The Vikings’ biggest free-agency add this offseason was in former Baltimore Ravens defensive tackle Michael Pierce, who will take over Joseph’s role as a three-technique run-stuffer. Pierce was a piece of the Ravens’ top-five run defense in yards allowed over the past four seasons.
Ifeadi Odenigbo is poised to start alongside defensive end Danielle Hunter and is considered to have a breakout season in his third year as a pro. He tallied seven sacks, a forced fumble and a fumble return TD while playing 41 percent or fewer defensive snaps in 13 games last season.

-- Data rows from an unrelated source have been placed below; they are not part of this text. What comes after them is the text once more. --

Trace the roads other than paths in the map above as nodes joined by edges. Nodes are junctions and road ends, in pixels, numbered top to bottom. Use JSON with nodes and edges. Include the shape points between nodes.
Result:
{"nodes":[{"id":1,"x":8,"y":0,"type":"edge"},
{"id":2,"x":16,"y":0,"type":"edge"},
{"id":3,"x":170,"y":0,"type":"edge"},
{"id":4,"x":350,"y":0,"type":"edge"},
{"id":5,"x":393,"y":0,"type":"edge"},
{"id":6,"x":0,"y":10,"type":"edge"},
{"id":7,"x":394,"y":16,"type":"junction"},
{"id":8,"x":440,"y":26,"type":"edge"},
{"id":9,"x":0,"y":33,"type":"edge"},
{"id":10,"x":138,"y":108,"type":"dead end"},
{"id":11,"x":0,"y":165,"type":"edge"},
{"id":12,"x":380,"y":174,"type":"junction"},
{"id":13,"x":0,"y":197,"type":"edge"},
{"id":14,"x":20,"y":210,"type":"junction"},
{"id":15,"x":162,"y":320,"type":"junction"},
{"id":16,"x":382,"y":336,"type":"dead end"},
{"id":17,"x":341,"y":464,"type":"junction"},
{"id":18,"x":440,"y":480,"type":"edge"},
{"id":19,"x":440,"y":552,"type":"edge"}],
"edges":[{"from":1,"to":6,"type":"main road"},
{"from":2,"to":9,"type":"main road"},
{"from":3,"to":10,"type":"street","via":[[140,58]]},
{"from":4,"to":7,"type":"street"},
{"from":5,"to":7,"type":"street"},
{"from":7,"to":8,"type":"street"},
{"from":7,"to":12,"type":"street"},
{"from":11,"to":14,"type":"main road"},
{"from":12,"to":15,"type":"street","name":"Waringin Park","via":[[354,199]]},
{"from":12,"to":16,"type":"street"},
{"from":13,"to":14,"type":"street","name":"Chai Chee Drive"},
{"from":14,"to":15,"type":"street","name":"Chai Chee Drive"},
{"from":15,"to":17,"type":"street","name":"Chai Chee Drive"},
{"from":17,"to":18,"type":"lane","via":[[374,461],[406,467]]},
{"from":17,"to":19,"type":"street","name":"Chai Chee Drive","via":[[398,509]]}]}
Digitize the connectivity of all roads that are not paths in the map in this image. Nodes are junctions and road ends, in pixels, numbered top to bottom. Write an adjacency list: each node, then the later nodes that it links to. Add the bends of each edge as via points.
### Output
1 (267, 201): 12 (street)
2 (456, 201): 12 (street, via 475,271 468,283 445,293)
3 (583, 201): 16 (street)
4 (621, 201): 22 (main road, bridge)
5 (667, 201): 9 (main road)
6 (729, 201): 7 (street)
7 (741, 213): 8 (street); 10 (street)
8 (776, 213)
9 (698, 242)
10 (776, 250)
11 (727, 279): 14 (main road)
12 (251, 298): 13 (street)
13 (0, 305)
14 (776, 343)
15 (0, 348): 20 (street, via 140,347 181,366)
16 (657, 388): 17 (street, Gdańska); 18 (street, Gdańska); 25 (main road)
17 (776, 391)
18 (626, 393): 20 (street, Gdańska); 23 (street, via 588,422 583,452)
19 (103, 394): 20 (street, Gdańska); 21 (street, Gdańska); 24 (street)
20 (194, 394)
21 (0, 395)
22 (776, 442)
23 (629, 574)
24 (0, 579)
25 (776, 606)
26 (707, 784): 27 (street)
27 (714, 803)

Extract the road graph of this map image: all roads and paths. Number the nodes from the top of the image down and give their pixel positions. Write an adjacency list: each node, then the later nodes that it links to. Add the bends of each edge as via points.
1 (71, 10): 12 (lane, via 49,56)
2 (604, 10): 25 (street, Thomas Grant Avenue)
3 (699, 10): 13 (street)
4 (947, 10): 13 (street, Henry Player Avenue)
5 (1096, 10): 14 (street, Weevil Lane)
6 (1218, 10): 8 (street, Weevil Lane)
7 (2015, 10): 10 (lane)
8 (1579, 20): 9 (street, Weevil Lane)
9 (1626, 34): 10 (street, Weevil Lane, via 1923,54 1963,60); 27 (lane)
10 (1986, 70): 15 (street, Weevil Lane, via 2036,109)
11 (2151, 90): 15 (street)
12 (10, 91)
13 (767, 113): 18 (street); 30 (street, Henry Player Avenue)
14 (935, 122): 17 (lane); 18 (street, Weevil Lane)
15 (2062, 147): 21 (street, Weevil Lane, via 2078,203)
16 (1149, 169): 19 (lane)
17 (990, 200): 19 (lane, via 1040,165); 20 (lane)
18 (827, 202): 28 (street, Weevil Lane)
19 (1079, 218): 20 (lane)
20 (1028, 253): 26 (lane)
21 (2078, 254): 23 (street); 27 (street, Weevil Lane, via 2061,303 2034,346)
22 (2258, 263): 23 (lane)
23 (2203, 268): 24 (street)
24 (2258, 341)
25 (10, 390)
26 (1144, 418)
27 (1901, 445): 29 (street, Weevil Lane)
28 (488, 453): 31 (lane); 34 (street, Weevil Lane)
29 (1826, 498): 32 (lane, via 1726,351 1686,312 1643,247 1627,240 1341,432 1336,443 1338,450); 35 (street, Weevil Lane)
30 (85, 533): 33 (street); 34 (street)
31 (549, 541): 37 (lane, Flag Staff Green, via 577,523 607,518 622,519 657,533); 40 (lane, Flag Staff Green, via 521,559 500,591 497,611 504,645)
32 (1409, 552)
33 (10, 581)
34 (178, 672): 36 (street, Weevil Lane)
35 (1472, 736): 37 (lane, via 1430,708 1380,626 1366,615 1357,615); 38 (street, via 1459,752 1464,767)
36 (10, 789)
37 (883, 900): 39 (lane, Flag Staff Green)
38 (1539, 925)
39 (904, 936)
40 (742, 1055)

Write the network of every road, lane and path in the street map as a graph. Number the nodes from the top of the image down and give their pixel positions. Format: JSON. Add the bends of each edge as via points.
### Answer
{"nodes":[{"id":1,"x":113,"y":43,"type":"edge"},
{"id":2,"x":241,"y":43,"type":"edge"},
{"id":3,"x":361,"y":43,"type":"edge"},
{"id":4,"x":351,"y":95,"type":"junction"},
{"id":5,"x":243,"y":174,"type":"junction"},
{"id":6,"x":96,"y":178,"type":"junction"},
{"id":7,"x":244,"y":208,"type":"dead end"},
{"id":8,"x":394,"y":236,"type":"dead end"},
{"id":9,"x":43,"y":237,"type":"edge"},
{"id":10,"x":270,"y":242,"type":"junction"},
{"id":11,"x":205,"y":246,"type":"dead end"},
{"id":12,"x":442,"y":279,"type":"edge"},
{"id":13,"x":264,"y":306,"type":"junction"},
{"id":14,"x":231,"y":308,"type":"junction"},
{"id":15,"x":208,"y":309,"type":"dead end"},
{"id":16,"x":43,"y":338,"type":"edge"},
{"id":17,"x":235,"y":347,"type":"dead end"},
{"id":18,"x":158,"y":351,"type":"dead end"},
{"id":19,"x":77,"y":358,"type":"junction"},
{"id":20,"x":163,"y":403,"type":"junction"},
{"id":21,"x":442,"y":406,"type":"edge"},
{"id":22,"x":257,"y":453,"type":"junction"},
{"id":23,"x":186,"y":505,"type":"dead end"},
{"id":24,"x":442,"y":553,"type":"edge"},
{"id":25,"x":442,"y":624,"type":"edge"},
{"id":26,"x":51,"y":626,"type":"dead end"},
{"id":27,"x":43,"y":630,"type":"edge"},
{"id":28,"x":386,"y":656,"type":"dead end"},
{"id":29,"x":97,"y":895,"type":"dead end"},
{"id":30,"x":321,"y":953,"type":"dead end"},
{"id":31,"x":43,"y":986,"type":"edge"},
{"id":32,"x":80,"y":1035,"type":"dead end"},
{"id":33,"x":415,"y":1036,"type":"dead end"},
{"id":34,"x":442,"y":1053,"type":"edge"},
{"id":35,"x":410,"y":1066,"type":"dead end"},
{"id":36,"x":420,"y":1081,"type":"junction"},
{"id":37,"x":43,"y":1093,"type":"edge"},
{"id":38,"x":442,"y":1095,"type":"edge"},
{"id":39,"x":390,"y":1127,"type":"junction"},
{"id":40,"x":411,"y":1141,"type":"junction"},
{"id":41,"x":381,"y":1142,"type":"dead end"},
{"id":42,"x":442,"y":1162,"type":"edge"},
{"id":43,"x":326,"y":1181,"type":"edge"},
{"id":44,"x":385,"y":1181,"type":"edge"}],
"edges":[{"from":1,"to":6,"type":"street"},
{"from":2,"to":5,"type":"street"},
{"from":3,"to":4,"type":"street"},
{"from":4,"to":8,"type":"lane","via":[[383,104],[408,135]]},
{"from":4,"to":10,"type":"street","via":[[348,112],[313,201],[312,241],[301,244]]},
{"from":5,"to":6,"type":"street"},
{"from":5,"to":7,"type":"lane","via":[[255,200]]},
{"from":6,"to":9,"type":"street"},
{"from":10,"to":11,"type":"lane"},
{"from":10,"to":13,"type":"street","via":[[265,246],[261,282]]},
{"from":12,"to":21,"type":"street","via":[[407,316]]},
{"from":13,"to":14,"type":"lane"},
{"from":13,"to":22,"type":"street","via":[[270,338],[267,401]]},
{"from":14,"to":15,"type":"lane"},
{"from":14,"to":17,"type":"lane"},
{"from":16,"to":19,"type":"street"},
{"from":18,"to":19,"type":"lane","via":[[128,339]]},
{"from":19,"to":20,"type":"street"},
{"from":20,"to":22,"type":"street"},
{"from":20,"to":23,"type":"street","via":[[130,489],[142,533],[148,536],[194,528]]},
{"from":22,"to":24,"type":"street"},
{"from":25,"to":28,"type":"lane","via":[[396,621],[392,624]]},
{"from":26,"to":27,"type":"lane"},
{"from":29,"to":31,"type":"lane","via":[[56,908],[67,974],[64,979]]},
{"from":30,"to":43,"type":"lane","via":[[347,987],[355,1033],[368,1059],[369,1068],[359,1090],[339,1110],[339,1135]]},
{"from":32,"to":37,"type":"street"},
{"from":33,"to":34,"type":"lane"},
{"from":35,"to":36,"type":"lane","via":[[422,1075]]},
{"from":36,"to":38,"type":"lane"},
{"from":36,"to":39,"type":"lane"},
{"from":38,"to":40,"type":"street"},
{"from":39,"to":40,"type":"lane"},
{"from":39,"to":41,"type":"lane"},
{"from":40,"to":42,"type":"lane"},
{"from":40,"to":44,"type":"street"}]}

The most pressing question will be the Vikings secondary which lost all three starters at cornerback. Third-year corners Mike Hughes and Holton Hill will be tapped to take over and lead a youthful group that includes first- and third-round rookies Jeff Gladney and Cameron Dantzler, respectively. Safeties Harrison Smith and Anthony Harris will be leaned on to anchor the secondary through its development.
Offense’s Continuity Will Provide Veteran Relief
Trading Stefon Diggs allowed the Vikings to shed his contract and rack up more draft picks in the draft.
While questions are surrounding the offensive guard spots and speculation on how good Diggs’ successor Justin Jefferson will be in his first season, the rest of the group is experienced and entering its second year in the same scheme with offensive coordinator Gary Kubiak.
Kirk Cousins is coming off his best season as a pro, and signing Dalvin Cook would further the team’s continuity, although backup running back Alexander Mattison showed flashes of his potential in his rookie season last year.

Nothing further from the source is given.